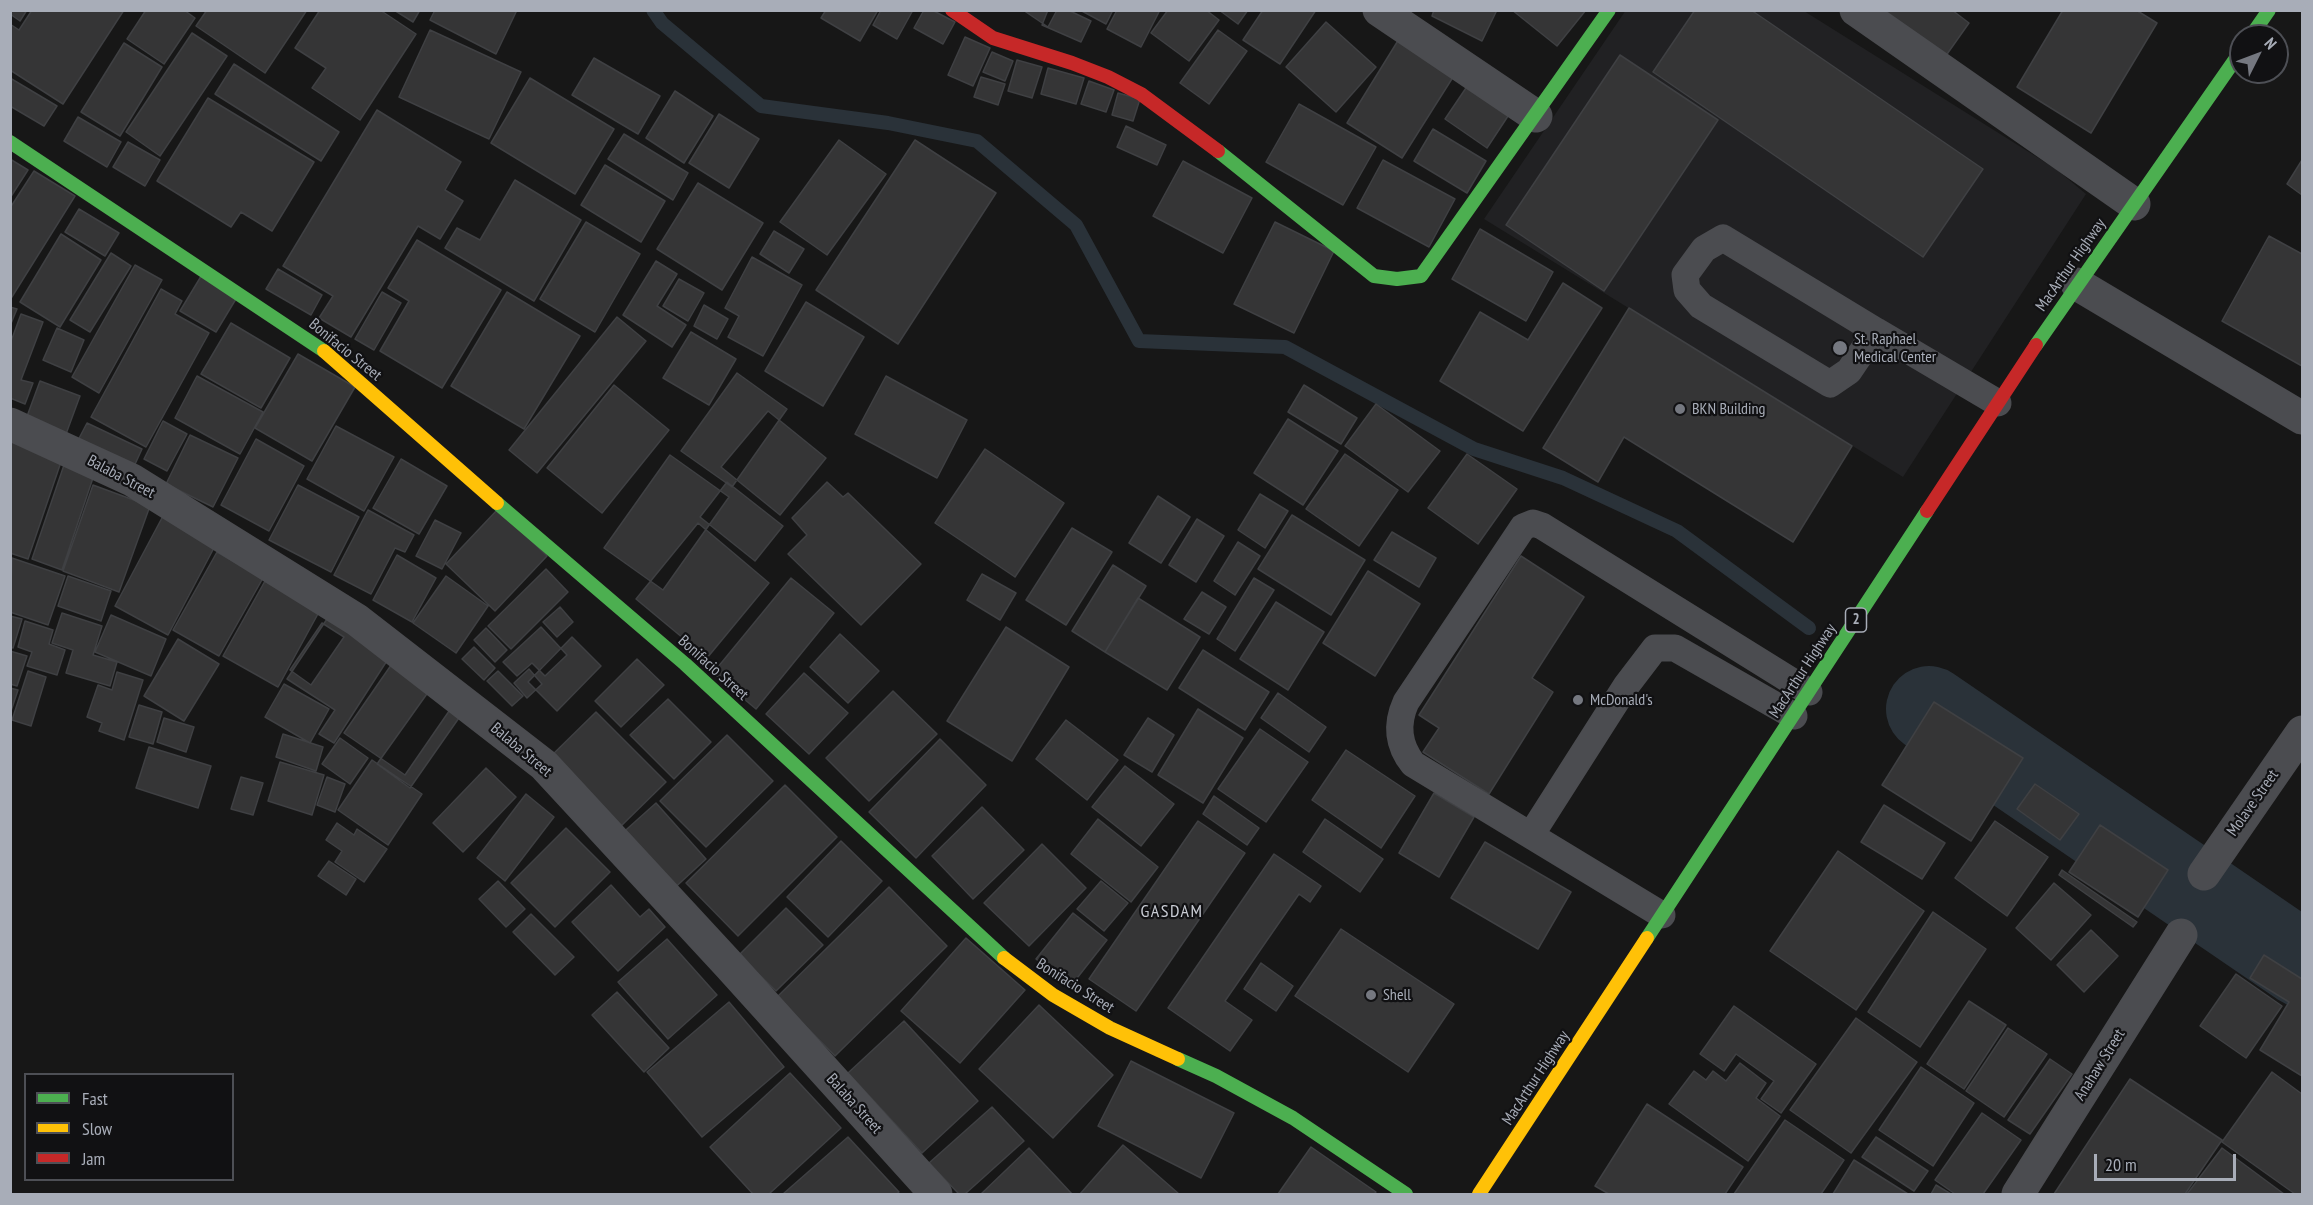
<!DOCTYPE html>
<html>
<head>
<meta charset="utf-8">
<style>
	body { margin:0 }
	#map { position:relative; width:2313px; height:1205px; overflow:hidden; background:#171717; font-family:"PT Sans Narrow",sans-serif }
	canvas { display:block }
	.frame { position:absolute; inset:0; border:12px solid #a8adb8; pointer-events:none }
	.legend { position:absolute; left:24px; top:1073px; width:210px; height:108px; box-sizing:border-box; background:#111113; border:2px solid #4d4f55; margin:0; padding:8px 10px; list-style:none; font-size:18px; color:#a8adb8 }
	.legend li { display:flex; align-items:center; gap:12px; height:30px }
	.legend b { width:30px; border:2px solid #4d4f55 }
	.north { position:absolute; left:2229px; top:24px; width:60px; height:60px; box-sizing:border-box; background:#111113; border:2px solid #4d4f55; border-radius:50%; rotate:48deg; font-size:16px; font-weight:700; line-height:24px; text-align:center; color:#a8adb8 }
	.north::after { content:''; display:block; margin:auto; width:21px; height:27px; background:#757880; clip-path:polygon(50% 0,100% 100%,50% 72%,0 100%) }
	.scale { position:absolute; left:2094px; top:1154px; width:142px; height:27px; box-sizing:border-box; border:3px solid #a8adb8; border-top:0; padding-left:8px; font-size:18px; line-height:21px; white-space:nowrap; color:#a8adb8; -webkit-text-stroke:4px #111113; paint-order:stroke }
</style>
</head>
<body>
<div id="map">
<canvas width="2313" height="1205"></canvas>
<div class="frame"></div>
<ul class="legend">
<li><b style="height:8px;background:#4caf50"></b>Fast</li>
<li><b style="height:8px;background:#ffc107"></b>Slow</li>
<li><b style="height:8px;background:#c62828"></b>Jam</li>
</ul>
<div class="north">N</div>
<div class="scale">20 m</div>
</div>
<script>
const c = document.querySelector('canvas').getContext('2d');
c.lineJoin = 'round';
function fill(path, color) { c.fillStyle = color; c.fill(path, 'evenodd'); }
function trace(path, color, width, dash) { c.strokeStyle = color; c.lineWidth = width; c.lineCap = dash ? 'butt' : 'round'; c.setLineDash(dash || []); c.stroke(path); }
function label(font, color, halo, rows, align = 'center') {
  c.font = font + ' "PT Sans Narrow",sans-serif'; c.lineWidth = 4.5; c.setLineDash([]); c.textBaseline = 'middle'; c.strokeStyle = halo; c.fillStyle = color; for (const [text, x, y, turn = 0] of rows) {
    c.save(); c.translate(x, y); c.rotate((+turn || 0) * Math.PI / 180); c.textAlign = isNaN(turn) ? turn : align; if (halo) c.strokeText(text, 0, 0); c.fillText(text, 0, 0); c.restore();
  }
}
fill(new Path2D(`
	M1626,10L1804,11L2056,169L2086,194L1903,477L1484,219Z`), '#212123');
trace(new Path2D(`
	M653,10L662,23L761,106L888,123L977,141L1076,225L1139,341L1285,347L1474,449L1563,478L1677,531L1809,628`), '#2a3239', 14);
trace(new Path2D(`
	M1929,709L2302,964`), '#2a3239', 86);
const building = new Path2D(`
	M10,10H27L20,21L10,14Z
	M32,10H124L63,104L10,70V24L19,30Z
	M146,10H184L195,18L164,64L127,39Z
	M207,10H307L265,73L196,26Z
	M320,10H380L416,34L360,120L312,88L326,68L295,48Z
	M394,10H420L413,22Z
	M435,10H517L496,54L430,20Z
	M826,10H878L860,41L821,18Z
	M881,10H913L897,39L873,25Z
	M924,10H932L955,22L943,44L914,28Z
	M1023,10H1057L1048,27Z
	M1048,10H1068L1091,21L1081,42L1042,25Z
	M1080,10H1113L1106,24Z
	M1117,10H1160L1141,47L1107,29Z
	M1168,10H1206L1219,20L1189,61L1151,33Z
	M1219,10H1248L1238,24Z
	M1263,10H1316L1280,64L1243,40Z
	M1434,10H1497L1482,41L1432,16Z
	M1512,10H1586L1557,46Z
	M1695,10H1751L1983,169L1923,257L1653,72Z
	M1879,10H1952L1969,23L1945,57Z
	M2063,10H2136L2157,23L2091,133L2017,87Z
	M1326,22L1376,67L1336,112L1286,67Z
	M430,30L521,72L489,139L399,97Z
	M1218,30L1247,51L1209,104L1180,83Z
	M192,33L227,56L160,156L126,132Z
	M965,37L990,48L973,86L948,75Z
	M1399,39L1455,74L1402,158L1347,123Z
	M124,43L162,67L120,136L81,112Z
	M992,52L1013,61L1005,81L983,72Z
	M1620,55L1718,120L1604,291L1506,225Z
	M594,58L660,96L638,134L572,95Z
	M1017,60L1042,67L1032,98L1008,91Z
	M234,64L339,132L321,161L215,94Z
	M1048,68L1084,78L1076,104L1041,94Z
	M981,77L1005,84L998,105L974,97Z
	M10,78L57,106L44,126L10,106Z
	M530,78L614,129L575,194L491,143Z
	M1089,81L1114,90L1106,112L1081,104Z
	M1470,82L1512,110L1487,148L1445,119Z
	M675,91L713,116L684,163L646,138Z
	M1118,93L1140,99L1133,121L1112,115Z
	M208,98L314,162L272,231L241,212L231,227L157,181Z
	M1299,104L1376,147L1343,205L1266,162Z
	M377,110L461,162L445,190L463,201L440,239L418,226L351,337L319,318L333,296L283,266Z
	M719,114L759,139L729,188L689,163Z
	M78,117L121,142L107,167L64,141Z
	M1126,126L1166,145L1157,165L1117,147Z
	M1433,129L1486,161L1467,193L1414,161Z
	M624,134L688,173L673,200L608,159Z
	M839,140L886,174L827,255L780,222Z
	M915,140L996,193L898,344L816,290Z
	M128,142L160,160L145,186L113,167Z
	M10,159L28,170L10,198Z
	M1383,160L1455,199L1429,247L1357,208Z
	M2302,160V195L2287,184Z
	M1183,161L1252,198L1223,253L1153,216Z
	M605,165L665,201L641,242L581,205Z
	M34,171L75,196L10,300V208Z
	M515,180L581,220L534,301L445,248L457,228L480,240Z
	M698,183L763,223L722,290L657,249Z
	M79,209L119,233L105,256L65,232Z
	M586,222L640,254L595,332L540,299Z
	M1275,222L1334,251L1294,333L1234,304Z
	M1480,229L1553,272L1526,321L1452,279Z
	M774,231L804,249L789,273L760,254Z
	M61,234L101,260L60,327L20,302Z
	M2269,236L2302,254V366L2222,321Z
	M417,240L501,290L442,388L380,351L409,301L388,288Z
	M111,253L131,266L90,332L70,320Z
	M752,257L802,285L763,356L728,337L739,316L725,308Z
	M656,261L677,274L657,306L686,325L672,347L623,315Z
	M135,265L162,280L99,393L72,377Z
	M278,269L322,295L311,315L266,289Z
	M203,273L239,294L216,332L180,311Z
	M679,279L704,293L688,321L663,306Z
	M1563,283L1602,308L1523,431L1440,381L1480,312L1528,340Z
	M161,289L182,301L175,314L209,333L146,447L91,417Z
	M382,292L401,303L374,350L355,339Z
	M507,292L580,336L524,429L451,386Z
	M806,302L864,337L823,406L765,371Z
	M704,305L728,319L717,339L694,326Z
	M10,307L17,309L10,326Z
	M1629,308L1852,446L1793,542L1624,437L1598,482L1543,448Z
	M21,314L43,322L21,380L33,383L25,404L10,398V344Z
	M617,317L646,341L537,473L509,450Z
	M231,323L290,358L261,408L201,374Z
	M57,328L84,340L71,372L43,360Z
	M691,332L736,359L709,405L663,378Z
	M298,354L355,387L312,461L255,428Z
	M737,373L787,409L732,487L681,451Z
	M197,376L263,412L240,454L175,418Z
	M886,376L967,420L937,478L855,434Z
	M40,381L80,396L66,434L26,419Z
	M614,385L669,430L602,513L547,468Z
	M1304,385L1357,418L1341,444L1288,412Z
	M1376,404L1440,451L1408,492L1345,446Z
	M768,411L826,458L780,515L721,467Z
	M1288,419L1338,451L1303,505L1254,473Z
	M163,421L187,434L167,471L144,459Z
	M87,423L142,449L131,473L75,446Z
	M336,426L394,457L364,511L307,479Z
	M190,435L238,458L213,507L166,484Z
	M256,439L304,466L269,531L221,505Z
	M10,441L62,459L28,559L10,553Z
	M985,449L1064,503L1015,577L935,523Z
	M1345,454L1398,490L1359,546L1306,509Z
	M1467,454L1517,489L1478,544L1428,508Z
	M670,455L729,497L663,590L604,548Z
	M401,459L447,486L419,534L373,508Z
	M65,462L95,472L62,570L32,559Z
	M727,482L783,526L755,561L700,517Z
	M827,482L843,497L848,493L921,564L861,625L788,554L807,535L792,518Z
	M93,485L150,506L119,592L63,571Z
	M298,485L359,517L331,572L269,540Z
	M1260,494L1288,511L1265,548L1238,530Z
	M1158,496L1190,517L1161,563L1129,543Z
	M498,509L547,556L495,611L446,564Z
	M368,510L414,535L405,552L395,548L371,594L334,575Z
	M1292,515L1365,560L1331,615L1258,569Z
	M163,516L216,544L168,635L115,606Z
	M1197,519L1224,536L1196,582L1169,565Z
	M435,520L461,533L442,569L416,556Z
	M698,523L769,583L707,658L636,599Z
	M1072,528L1112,552L1066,625L1026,600Z
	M1392,532L1436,558L1419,587L1374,560Z
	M1238,542L1260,556L1235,595L1214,581Z
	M217,552L263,578L219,656L173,630Z
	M397,555L436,578L412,622L373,600Z
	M1521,556L1584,597L1532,678L1553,692L1489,794L1423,752L1439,728L1419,715Z
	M12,558L65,576L48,625L10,612Z
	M1113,565L1146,586L1105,652L1072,631Z
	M546,569L568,592L511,649L488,626Z
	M1368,571L1420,604L1375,676L1323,643Z
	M982,574L1016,593L1000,620L967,600Z
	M68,576L111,591L101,621L58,606Z
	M446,576L488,606L456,653L413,623Z
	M791,578L834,613L756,709L713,673Z
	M1254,578L1274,590L1235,651L1217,639Z
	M265,581L319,612L278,687L223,656Z
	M1202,592L1226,607L1209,634L1184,619Z
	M1138,598L1200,637L1167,690L1105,652Z
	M1276,602L1324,632L1288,690L1240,659Z
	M560,607L573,622L557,637L543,622Z
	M62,613L102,626L93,655L117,662L110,686L66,673L73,650L52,643Z
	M111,615L166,639L151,676L95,652Z
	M10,616L22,619L13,648L10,647Z
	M329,616L390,656L334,743L319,734L335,710L287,679Z
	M25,621L53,630L49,644L65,650L57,675L27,666L32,652L18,647Z
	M322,623L344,637L311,685L290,670Z
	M541,627L567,655L545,676L532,663L517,676L503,662Z
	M1006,627L1069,667L1012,761L947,721Z
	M486,628L507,650L495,662L474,640Z
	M840,634L879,671L848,703L810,667Z
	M572,637L601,666L557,711L528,682Z
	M178,639L219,664L184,721L144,696Z
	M474,647L495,668L484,680L462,659Z
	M1203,650L1269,692L1245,730L1179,688Z
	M10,651L27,656L17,686L10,684Z
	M396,658L456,701L405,775L344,733Z
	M637,659L664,685L621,727L595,701Z
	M529,669L542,684L527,698L514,683Z
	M28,671L46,677L31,726L12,720Z
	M498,671L523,696L512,706L487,681Z
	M117,672L143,680L124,740L99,731L102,723L87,717L98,685L112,690Z
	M804,673L848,713L809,754L766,714Z
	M284,684L329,709L310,743L265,717Z
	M10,688L18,690L10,714Z
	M429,691L461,715L410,788L377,764Z
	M893,691L937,734L869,801L826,758Z
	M1278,693L1326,727L1309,752L1261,718Z
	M668,699L711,742L674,779L630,735Z
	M1934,702L2023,758L1971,841L1882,785Z
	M139,705L162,712L153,744L129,737Z
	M1198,709L1243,738L1203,803L1158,775Z
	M596,712L666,782L617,830L547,760Z
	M164,718L194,727L186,752L157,742Z
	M1148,718L1174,735L1152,772L1124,755Z
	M1066,720L1118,760L1087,800L1036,759Z
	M1260,729L1308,762L1266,822L1218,789Z
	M283,734L323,747L316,771L276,757Z
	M727,735L773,781L706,847L660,801Z
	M340,738L368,758L350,784L322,764Z
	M940,739L986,785L916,858L869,812Z
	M149,747L211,766L198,808L136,788Z
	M1346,750L1415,796L1381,848L1312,800Z
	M372,760L422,794L388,845L338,810Z
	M280,762L324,775L312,815L268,801Z
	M1125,766L1174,804L1141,846L1092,807Z
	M486,768L516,797L463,852L433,823Z
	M241,777L263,783L253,815L231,809Z
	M327,777L345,784L335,812L317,805Z
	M2035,784L2079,814L2060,840L2017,809Z
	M785,785L837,837L738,936L686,883Z
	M1434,793L1474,817L1439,877L1399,853Z
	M526,794L554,817L505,881L477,858Z
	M1214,796L1259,828L1247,845L1203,814Z
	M656,803L706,859L669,893L618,837Z
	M1884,805L1945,843L1922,879L1861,842Z
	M982,807L1024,850L973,899L932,856Z
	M1098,819L1158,867L1131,902L1071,854Z
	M1325,819L1383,859L1360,892L1303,852Z
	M1198,821L1245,853L1136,1011L1089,979Z
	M1995,821L2048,857L2007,916L1955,878Z
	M337,823L354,835L357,829L387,849L364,882L335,862L342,851L326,840Z
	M2100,825L2168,870L2138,917L2069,872Z
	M566,828L610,872L555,927L511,883Z
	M841,841L882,881L828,937L787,897Z
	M1485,842L1571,892L1538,949L1451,898Z
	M1042,844L1086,888L1029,946L984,903Z
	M1838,851L1924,911L1856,1010L1770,951Z
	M1274,854L1321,886L1310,902L1299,894L1225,1001L1252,1020L1230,1051L1168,1008Z
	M329,861L356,879L346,895L318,876Z
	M2062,870L2137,922L2133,927L2059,875Z
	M498,881L525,909L506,927L479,899Z
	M1101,881L1128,903L1104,931L1077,909Z
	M2054,883L2091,915L2051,960L2016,928Z
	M611,885L640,917L649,909L665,927L618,971L572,922Z
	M889,887L947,946L835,1056L777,997Z
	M786,908L823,945L776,991L739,955Z
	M1933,912L1986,949L1920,1047L1868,1012Z
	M1073,913L1107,940L1070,987L1036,959Z
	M531,914L574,957L555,975L513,932Z
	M1341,929L1454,1004L1408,1072L1295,996Z
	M2091,930L2118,956L2084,992L2057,965Z
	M966,938L1025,990L960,1063L901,1011Z
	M667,939L717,995L668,1039L618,982Z
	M2264,955L2302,979V1076L2260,1050L2289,1002L2250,978Z
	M1261,963L1293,986L1276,1011L1244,989Z
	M2236,974L2282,1006L2246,1058L2200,1026Z
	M617,992L669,1048L644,1072L592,1015Z
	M1969,1001L2006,1025L1964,1089L1927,1064Z
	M729,1002L784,1067L702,1137L647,1072Z
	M1039,1005L1113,1075L1053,1138L979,1069Z
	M1734,1006L1816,1064L1781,1113L1761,1099L1774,1081L1736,1054L1724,1071L1700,1054Z
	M1856,1018L1917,1062L1851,1153L1790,1110Z
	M904,1021L978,1101L922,1153L848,1073Z
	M2008,1028L2047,1054L2004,1117L1966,1091Z
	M2050,1059L2072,1074L2030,1134L2008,1120Z
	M1131,1061L1234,1113L1201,1178L1098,1126Z
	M1740,1063L1766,1083L1756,1098L1780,1116L1748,1161L1669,1104L1694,1071L1706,1080L1713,1071L1726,1081Z
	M1921,1067L1974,1103L1933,1166L1879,1130Z
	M2272,1072L2302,1094V1194H2295L2222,1142Z
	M790,1073L841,1128L769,1194H753L710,1147Z
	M2130,1079L2222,1140L2185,1194H2054Z
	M1647,1104L1743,1167L1725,1194H1609L1595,1186Z
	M992,1107L1024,1141L965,1194H959L929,1163Z
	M1982,1113L2021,1140L1983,1194H1955L1935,1180Z
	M1785,1120L1844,1160L1821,1194H1734Z
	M848,1137L899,1192L896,1194H783Z
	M1876,1137L1928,1171L1914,1191L1862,1157Z
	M1123,1145L1179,1194H1080Z
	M1311,1147L1376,1192L1374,1194H1278Z
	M1029,1148L1072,1194H981Z
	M2222,1148L2284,1194H2187Z
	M1854,1160L1908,1194H1833Z
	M1936,1185L1951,1194H1931Z`);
fill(building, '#353536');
trace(building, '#3f4043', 1.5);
trace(new Path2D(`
	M1723,238L1876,331L1849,371L1830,384L1701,306L1687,290L1685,275L1704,249Z
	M1876,331L1998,403
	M1531,835L1626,686L1655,648H1675L1794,716
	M1662,915L1413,764C1398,745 1396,724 1406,702L1523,527L1533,523L1542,526L1809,692`), '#4b4c50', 27);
trace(new Path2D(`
	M1379,10L1536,116
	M1856,10L2134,204
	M2077,284L2302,418
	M10,424L132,480L357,620L544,765L729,965L936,1194
	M2204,874L2302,732
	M2018,1194L2181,935`), '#4b4c50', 33);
trace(new Path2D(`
	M2251,36L2269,10
	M10,142L324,351
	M1218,151L1374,276L1397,279L1421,276L1609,10
	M2036,345L2241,51
	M497,503L685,664L1004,958
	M1647,938L1927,511
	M1178,1059L1216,1076L1293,1118L1406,1194`), '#4caf50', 14);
trace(new Path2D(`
	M324,351L497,503
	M1004,958L1053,995L1110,1028L1178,1059
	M1479,1194L1647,938`), '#ffc107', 14);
trace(new Path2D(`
	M952,10L993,38L1072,63L1108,77L1141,94L1218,151
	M1927,511L2036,345`), '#c62828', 14);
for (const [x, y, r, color] of [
	[1840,348,8,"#757880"],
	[1680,409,6,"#757880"],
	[1578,700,6,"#757880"],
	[1371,995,6,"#757880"]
]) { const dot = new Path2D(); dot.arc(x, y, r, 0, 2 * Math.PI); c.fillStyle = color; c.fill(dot); trace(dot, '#111113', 2); }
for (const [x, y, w] of [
	[1856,620,21]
]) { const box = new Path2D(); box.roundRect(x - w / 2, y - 12, w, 24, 4.5); c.fillStyle = '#111113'; c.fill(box); trace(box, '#a8adb8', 1.5); }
label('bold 15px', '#a8adb8', null, [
	["2",1856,620]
]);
label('16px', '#a8adb8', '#111113', [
	["MacArthur Highway",2071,265,-55],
	["Bonifacio Street",345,350,39],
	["Balaba Street",121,477,28],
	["Bonifacio Street",713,668,42],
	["MacArthur Highway",1803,671,-57],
	["Balaba Street",521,750,40],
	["Molave Street",2253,803,-55],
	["Bonifacio Street",1075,986,32],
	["Anahaw Street",2100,1065,-58],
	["MacArthur Highway",1536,1078,-57],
	["Balaba Street",854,1104,48]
]);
label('16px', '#a8adb8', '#111113', [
	["St. Raphael",1854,339],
	["Medical Center",1854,357],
	["BKN Building",1692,409],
	["McDonald's",1590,700],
	["Shell",1383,995]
], 'left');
c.letterSpacing = '1.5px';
label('18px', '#c9ccd4', '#111113', [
	["GASDAM",1172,912]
]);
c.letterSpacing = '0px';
</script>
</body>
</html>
==============================
What you will do: The lines to return are those with the string "rows" in them; copy each from the entries above.

Answer space:
function label(font, color, halo, rows, align = 'center') {
  c.font = font + ' "PT Sans Narrow",sans-serif'; c.lineWidth = 4.5; c.setLineDash([]); c.textBaseline = 'middle'; c.strokeStyle = halo; c.fillStyle = color; for (const [text, x, y, turn = 0] of rows) {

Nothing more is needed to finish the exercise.